- Indonesian: Sekala Niskala
- Directed by: Kamila Andini
- Screenplay by: Kamila Andini
- Produced by: Gita Fara; Ifa Isfansyah;
- Starring: Ayu Laksmi; Ida Bagus Putu Radithya Mahijasena; Ni Kadek Thaly Titi Kasih; I Ketut Rina; Happy Salma; Gusti Ayu Raka;
- Cinematography: Anggi Frisca
- Edited by: Dinda Amanda; Dwi Agus Purwanto;
- Music by: Yasuhiro Morinaga
- Production companies: Fourcolours Films; Treewater Productions;
- Release dates: 16 September 2017 (TIFF); 8 March 2018;
- Running time: 86 minutes
- Country: Indonesia
- Languages: Balinese; Indonesian;

= The Seen and Unseen =

2017 film by Kamila Andini

The Seen and Unseen (Sekala Niskala) is a 2017 drama film directed and written by Kamila Andini.

==Cast==
- Ni Kadek Thaly Titi Kasih as Tantri
- Ida Bagus Putu Radithya Mahijasena as Tantra
- Ayu Laksmi as Mother
- I Ketut Rina as Father
- Happy Salma as Nurse Ida
- Gusti Ayu Raka as Grandmother

==Release==
The Seen and Unseen had its world premiere at the Toronto International Film Festival in September 2017, competing for the Platform Prize. The film received lively applause from the audience during the world premiere. The film had its Asian premiere at the 22nd Busan International Film Festival during the program, A Window on Asian Cinema.
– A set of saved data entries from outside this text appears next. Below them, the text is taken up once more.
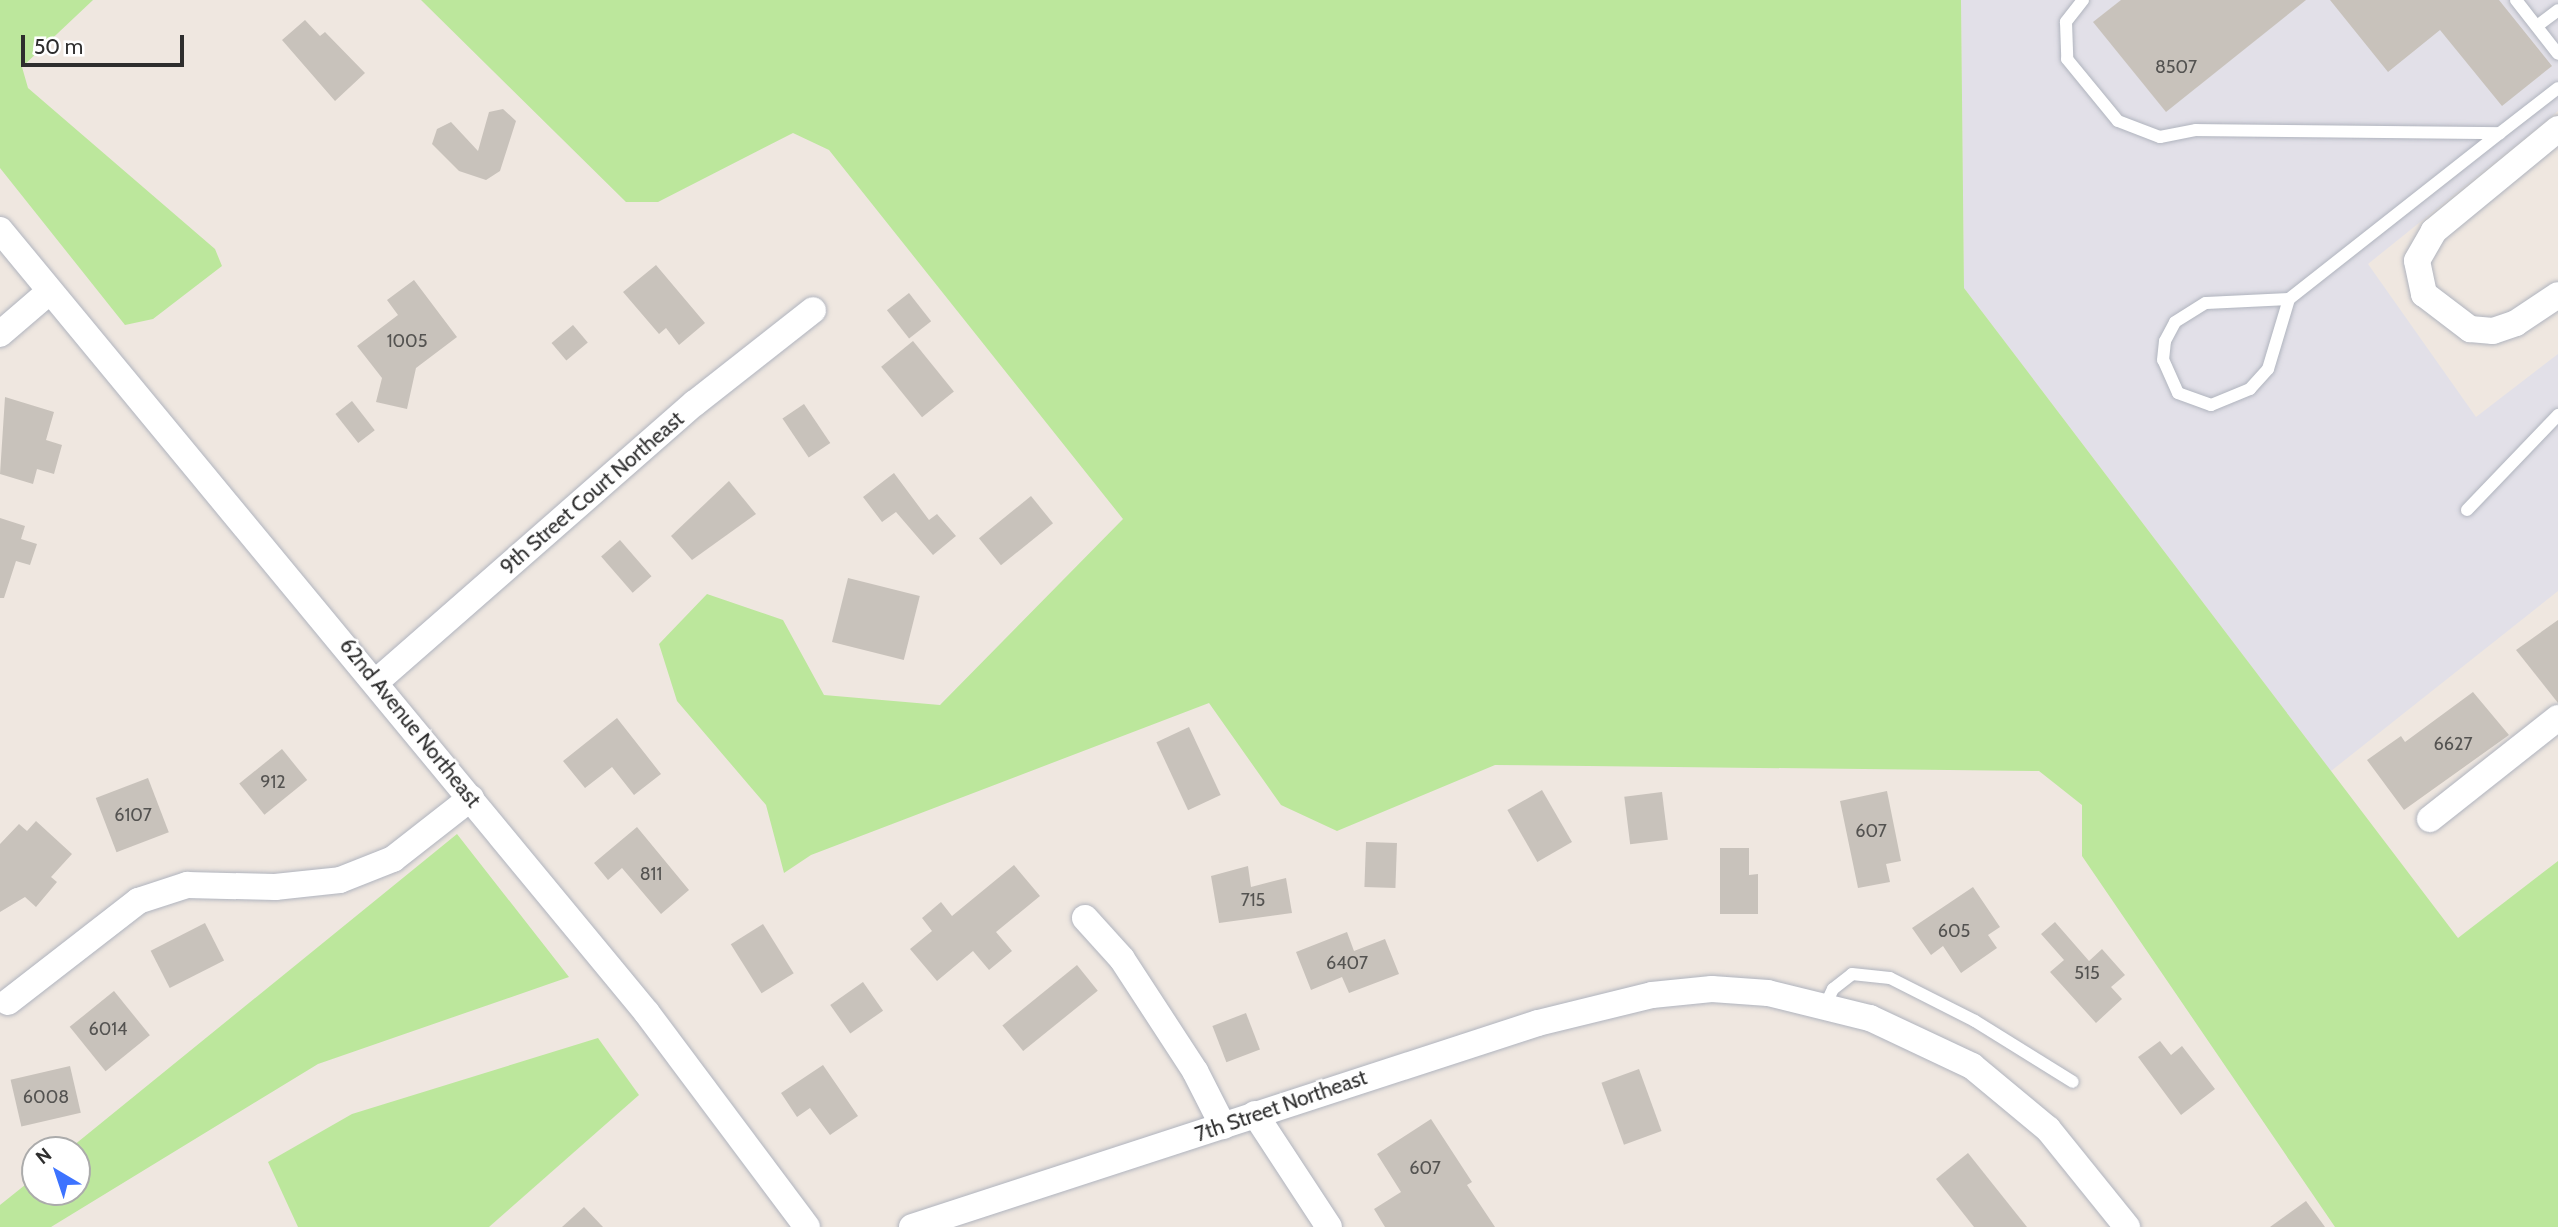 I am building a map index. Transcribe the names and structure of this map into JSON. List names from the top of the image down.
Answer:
{
  "streets": {
    "street": ["9th Street Court Northeast", "62nd Avenue Northeast", "7th Street Northeast"]
  },
  "crossings": [
    ["9th Street Court Northeast", "62nd Avenue Northeast"]
  ],
  "house_numbers": [
    "8507",
    "1005",
    "6627",
    "912",
    "6107",
    "607",
    "811",
    "715",
    "605",
    "6407",
    "515",
    "6014",
    "6008",
    "607"
  ],
  "scale_bar": "50 m",
  "north": "top left"
}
The film was also screened at the 68th Berlin International Film Festival during the Generation program as its European premiere.

The film was theatrically released nationwide on 8 March 2018.

==Reception==
On the review aggregator website Rotten Tomatoes, 100% of eight critics' reviews are positive, with an average rating of 9.3/10.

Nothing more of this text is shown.